California Genealogical Society Library
2201 Broadway, Suite LL2
Oakland, California 94612
Steve Morse is back with two lectures about DNA.
From DNA to Genetic Genealogy: Everything You Wanted to Know But Were Afraid to Ask
Steve's first lecture will introduce genes, chromosomes, and DNA, and will show how DNA is inherited. Classical genetic genealogy deals with the Y chromosome and the mitochondrial DNA. The Y chromosome test is for males only and traces the direct male lineage. The mitochondrial DNA test is for everybody and traces the direct female lineage.
Genealogy Beyond the Y Chromosome: Autosomes Exposed
Dr. Morse's second talk will explain how recent advances in genetic genealogy make it possible to trace all lineages by testing the autosomes. Although the autosomes can be used to find ethnic mixes as well as recent cousins, it has some limitations.
This classes are limited to thirty participants and are a free benefit of membership. Non-members fee is $20.00 (non-refundable) and can be applied towards membership on the day.

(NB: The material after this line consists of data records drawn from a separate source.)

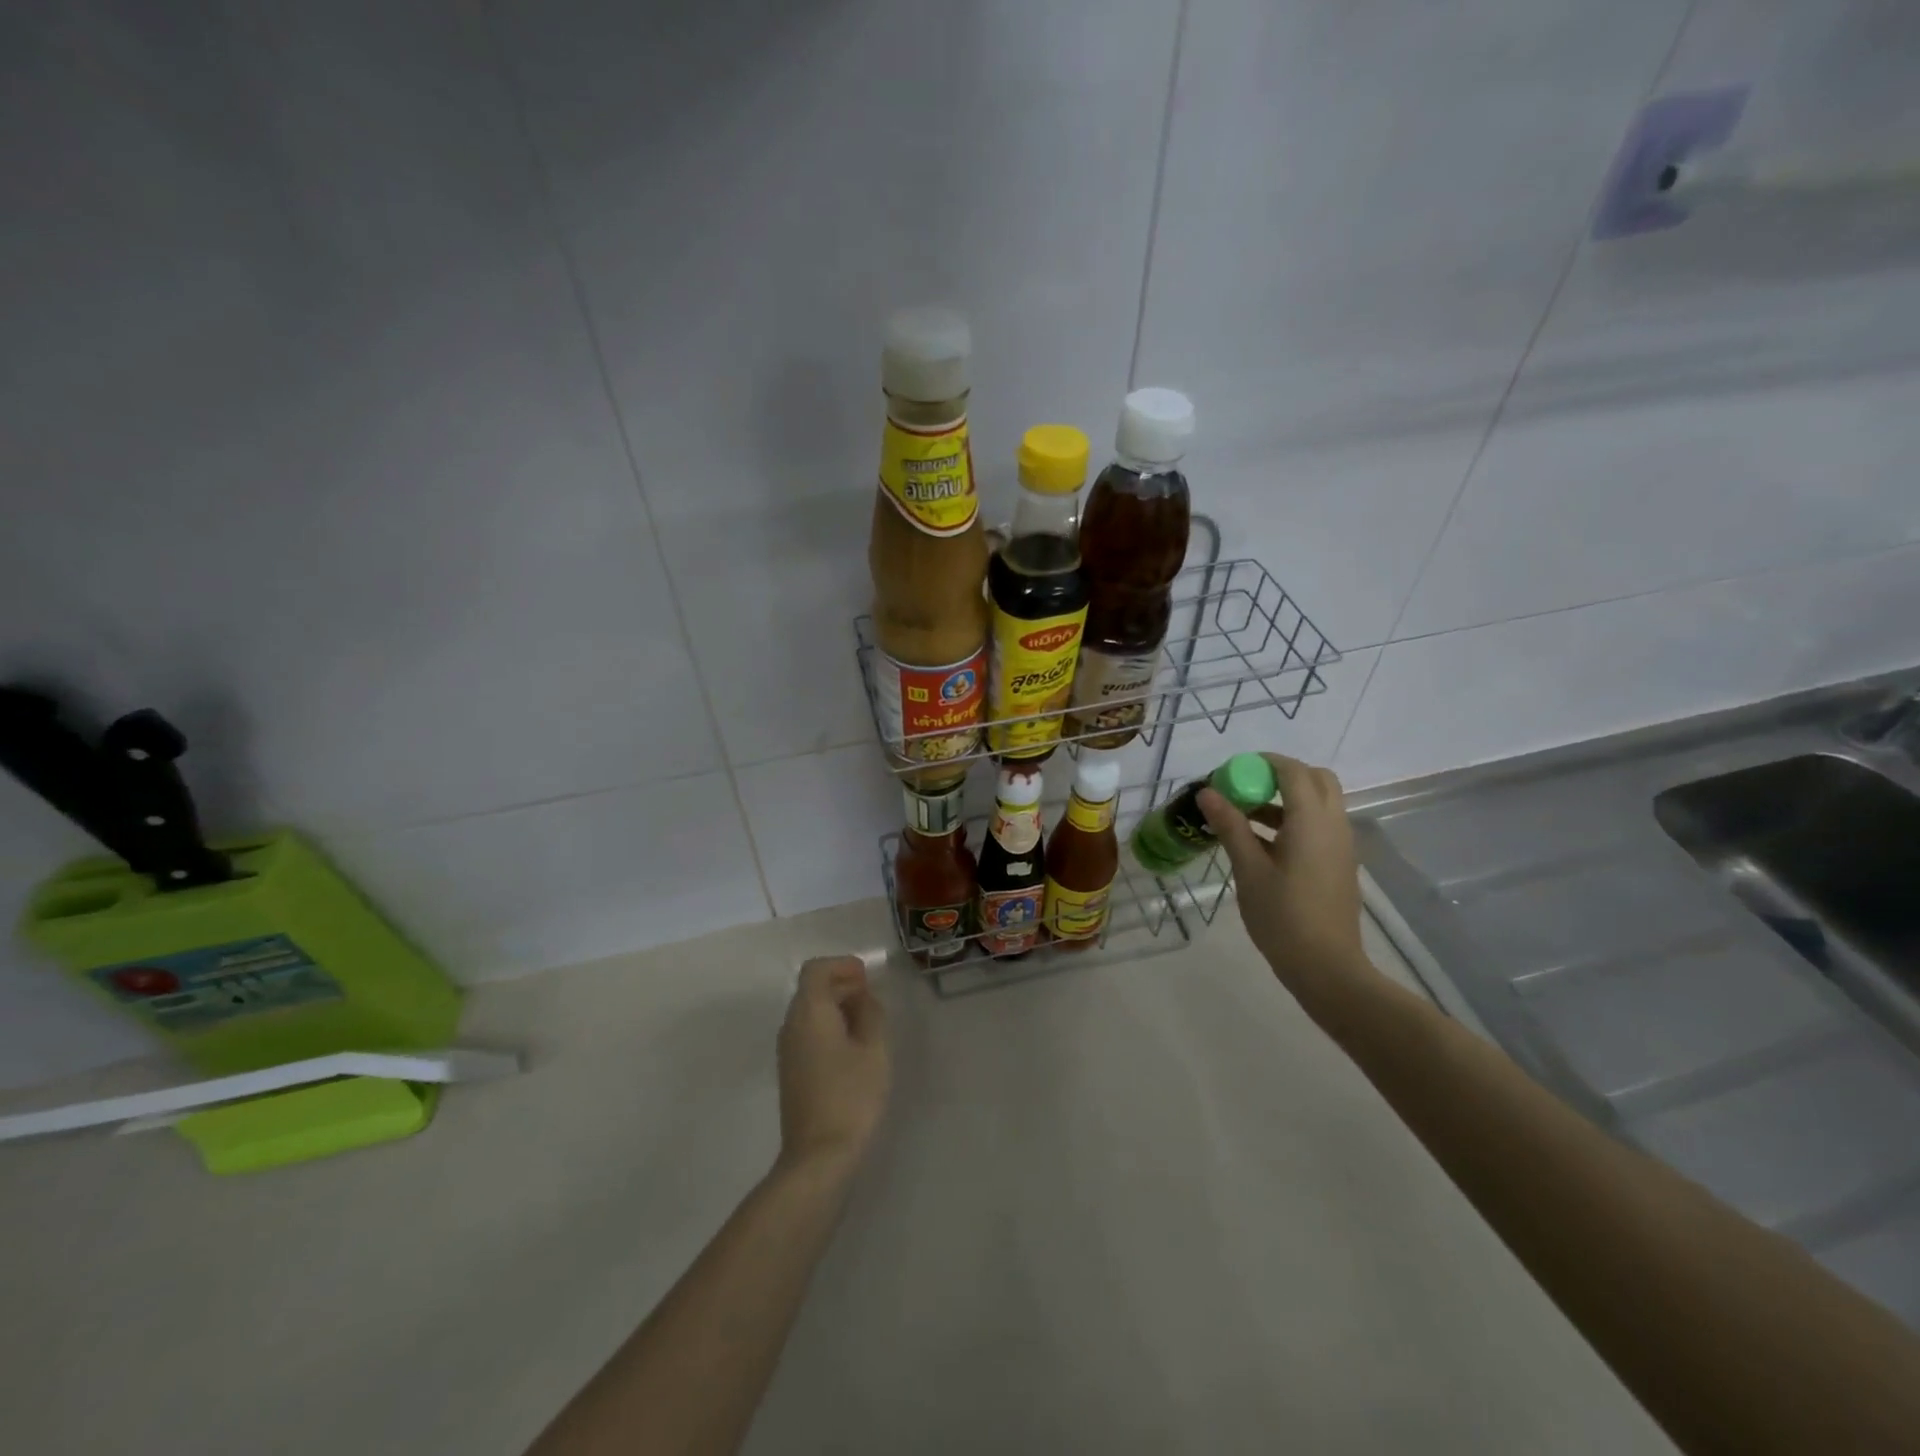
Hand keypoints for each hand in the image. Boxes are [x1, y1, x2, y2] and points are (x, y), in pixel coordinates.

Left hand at [775, 957, 890, 1179]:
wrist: (818, 1156)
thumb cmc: (851, 1095)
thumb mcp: (873, 1049)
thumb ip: (870, 1013)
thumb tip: (862, 997)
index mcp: (809, 1012)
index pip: (816, 970)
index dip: (841, 965)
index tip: (866, 976)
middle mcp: (791, 1025)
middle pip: (811, 989)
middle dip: (841, 984)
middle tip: (872, 995)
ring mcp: (787, 1050)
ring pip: (809, 1011)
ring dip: (836, 1006)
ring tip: (868, 1020)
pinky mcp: (791, 1071)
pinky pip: (808, 1032)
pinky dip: (829, 1026)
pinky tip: (853, 1045)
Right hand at [1198, 754, 1379, 1023]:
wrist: (1327, 967)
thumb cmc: (1283, 917)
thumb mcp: (1249, 870)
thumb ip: (1230, 826)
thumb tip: (1207, 792)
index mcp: (1312, 821)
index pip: (1292, 771)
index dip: (1262, 763)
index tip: (1230, 772)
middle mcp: (1334, 824)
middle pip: (1315, 779)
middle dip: (1280, 775)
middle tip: (1245, 789)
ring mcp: (1341, 845)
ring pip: (1319, 802)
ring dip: (1285, 798)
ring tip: (1244, 817)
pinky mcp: (1339, 863)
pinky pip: (1319, 825)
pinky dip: (1294, 820)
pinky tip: (1262, 845)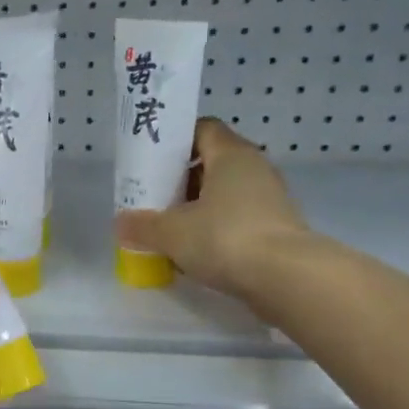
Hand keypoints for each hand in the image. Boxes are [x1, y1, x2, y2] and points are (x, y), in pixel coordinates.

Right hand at [114, 119, 309, 299]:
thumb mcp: (171, 232)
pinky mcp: (276, 228)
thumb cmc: (225, 238)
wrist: (287, 279)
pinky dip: (215, 230)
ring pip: (225, 194)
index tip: (151, 160)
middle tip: (153, 198)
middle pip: (212, 162)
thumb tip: (121, 224)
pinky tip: (194, 251)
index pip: (202, 129)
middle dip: (181, 179)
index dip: (175, 140)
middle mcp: (254, 169)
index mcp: (231, 154)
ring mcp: (269, 200)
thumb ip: (142, 226)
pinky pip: (237, 219)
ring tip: (169, 228)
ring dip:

Preregistration is required. Walk-ins will not be admitted. Registration confirmations will be sent to the first thirty registrants. Additional names will be collected and placed on a waiting list in case of cancellations.
Stephen Morse is the creator of the One-Step Website for which he has received both the Lifetime Achievement Award and the Outstanding Contribution Award from the International Association of Jewish Genealogical Societies, Award of Merit from the National Genealogical Society, first-ever Excellence Award from the Association of Professional Genealogists, and two awards that he cannot pronounce from Polish genealogical societies.
In his other life Morse is a computer professional with a doctorate degree in electrical engineering. He has held various research, development, and teaching positions, authored numerous technical papers, written four textbooks, and holds four patents. He is best known as the architect of the Intel 8086 (the granddaddy of today's Pentium processor), which sparked the PC revolution thirty years ago.